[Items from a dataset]
_____

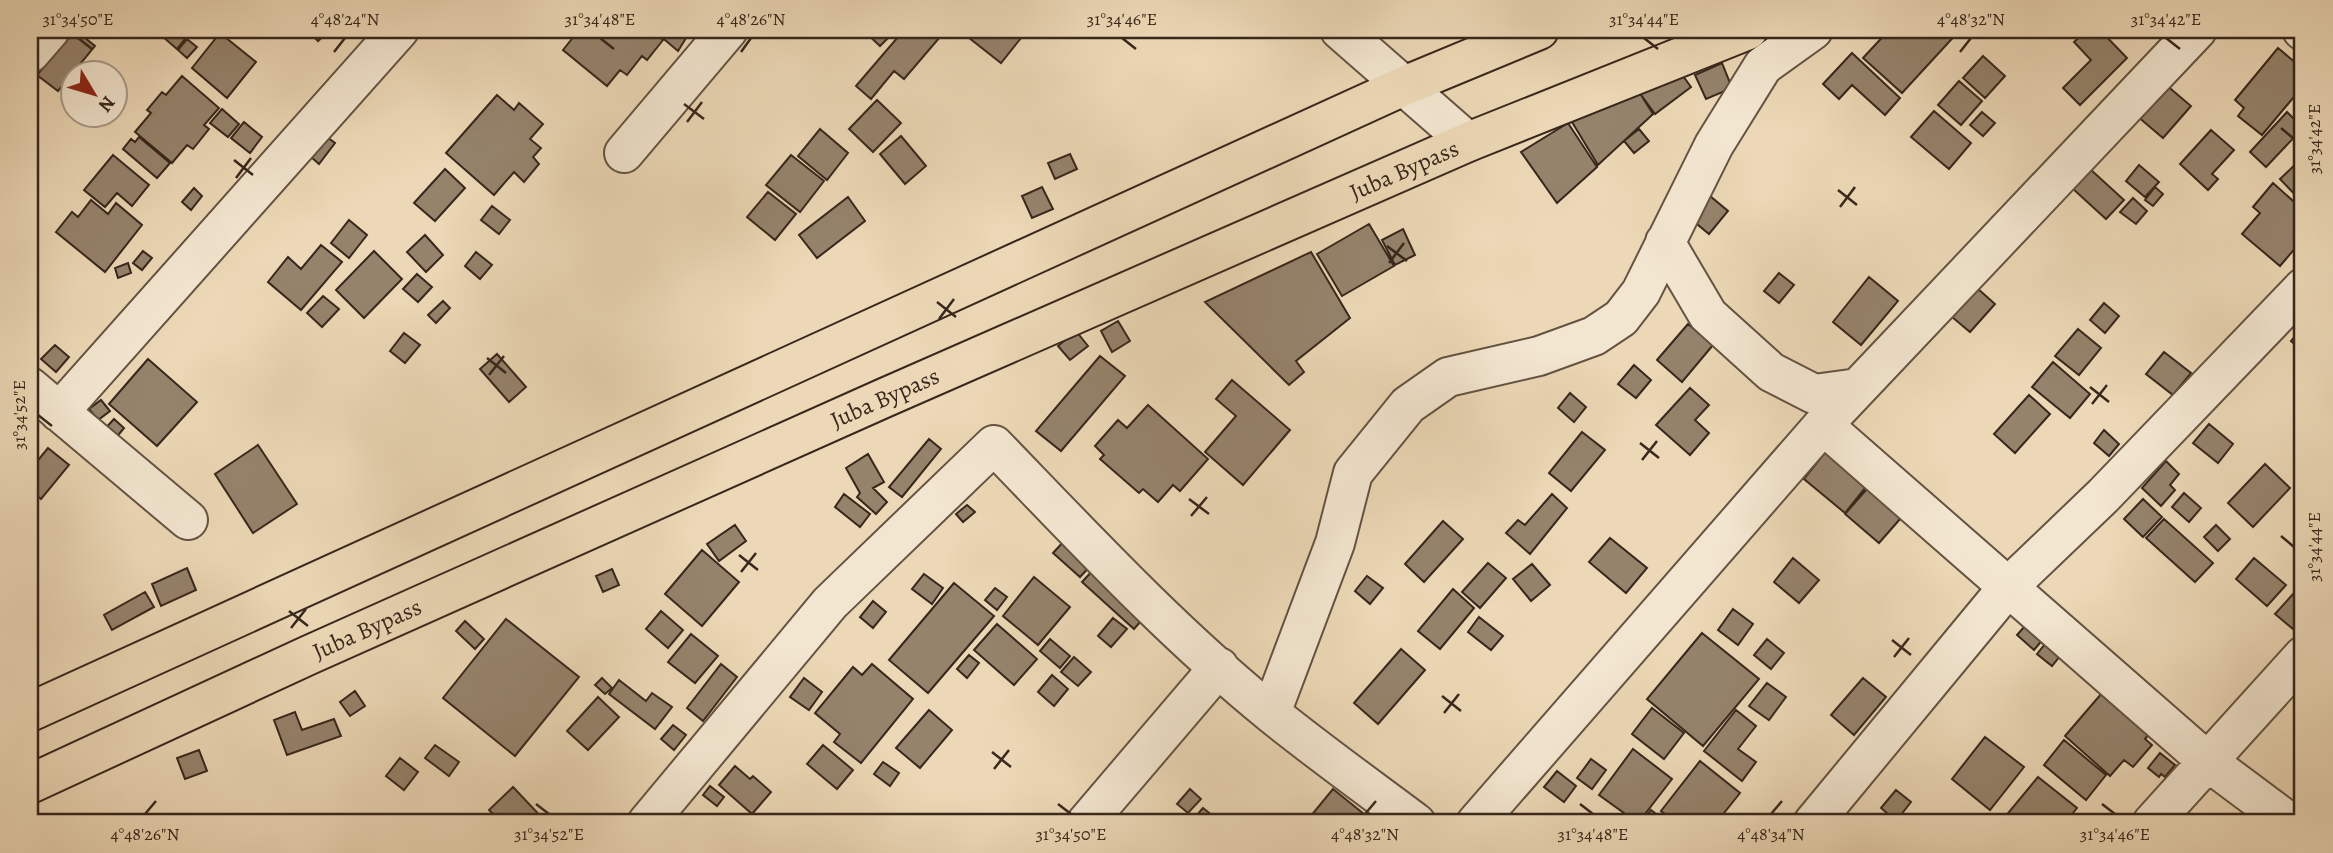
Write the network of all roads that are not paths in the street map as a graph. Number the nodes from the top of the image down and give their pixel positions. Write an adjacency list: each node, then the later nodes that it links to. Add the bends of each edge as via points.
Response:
1 (50, 30): 9 (street)
2 (399, 30): 17 (street)
3 (728, 30): 12 (street)
4 (1340, 30): 10 (street)
5 (1539, 30): 10 (main road)
6 (1748, 30): 11 (main road, Juba Bypass)
7 (1813, 30): 13 (street, via 1763,66 1714,145)
8 (2197, 30): 16 (street)
9 (30, 53)
10 (1404, 86): 11 (street); 23 (main road)
11 (1468, 142): 26 (main road, Juba Bypass, via 334,644)
12 (624, 153)
13 (1665, 242): 16 (street, via 1708,314 1770,372 1814,394); 24 (street, via 1642,292 1621,318 1594,336 1539,356 1448,377 1408,405 1353,473 1335,543)
14 (2303, 288): 20 (street, via 2103,496)
15 (30, 387): 17 (street)
16 (1858, 388): 18 (street)
17 (59, 412): 19 (street)
18 (1823, 425): 20 (street); 30 (street)
19 (188, 520)
20 (2008, 587): 25 (street); 31 (street)
21 (2303, 656): 25 (street)
22 (1219, 667): 24 (street); 27 (street, via 994,445 831,603); 28 (street)
23 (30, 712)
24 (1271, 713): 29 (street)
25 (2207, 761): 32 (street); 33 (street)
26 (30, 784)
27 (647, 823)
28 (1086, 823)
29 (1416, 823)
30 (1476, 823)
31 (1813, 823)
32 (2152, 823)
33 (2290, 823)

_____

YOUR INSTRUCTIONS:
Would you set down the records above once more, exactly, with the pictures removed?

EXPECTED OUTPUT:
Write the network of all roads that are not paths in the street map as a graph. Number the nodes from the top of the image down and give their pixel positions. Write an adjacency list: each node, then the later nodes that it links to. Add the bends of each edge as via points.
Response:
1 (50, 30): 9 (street)
2 (399, 30): 17 (street)
3 (728, 30): 12 (street)
4 (1340, 30): 10 (street)
5 (1539, 30): 10 (main road)
6 (1748, 30): 11 (main road, Juba Bypass)
7 (1813, 30): 13 (street, via 1763,66 1714,145)
8 (2197, 30): 16 (street)
9 (30, 53)
10 (1404, 86): 11 (street); 23 (main road)
11 (1468, 142): 26 (main road, Juba Bypass, via 334,644)
12 (624, 153)
13 (1665, 242): 16 (street, via 1708,314 1770,372 1814,394); 24 (street, via 1642,292 1621,318 1594,336 1539,356 1448,377 1408,405 1353,473 1335,543)
14 (2303, 288): 20 (street, via 2103,496)
15 (30, 387): 17 (street)
16 (1858, 388): 18 (street)
17 (59, 412): 19 (street)
18 (1823, 425): 20 (street); 30 (street)
19 (188, 520)
20 (2008, 587): 25 (street); 31 (street)
21 (2303, 656): 25 (street)
22 (1219, 667): 24 (street); 27 (street, via 994,445 831,603); 28 (street)
23 (30, 712)
24 (1271, 713): 29 (street)
25 (2207, 761): 32 (street); 33 (street)
26 (30, 784)
27 (647, 823)
28 (1086, 823)
29 (1416, 823)
30 (1476, 823)
31 (1813, 823)
32 (2152, 823)
33 (2290, 823)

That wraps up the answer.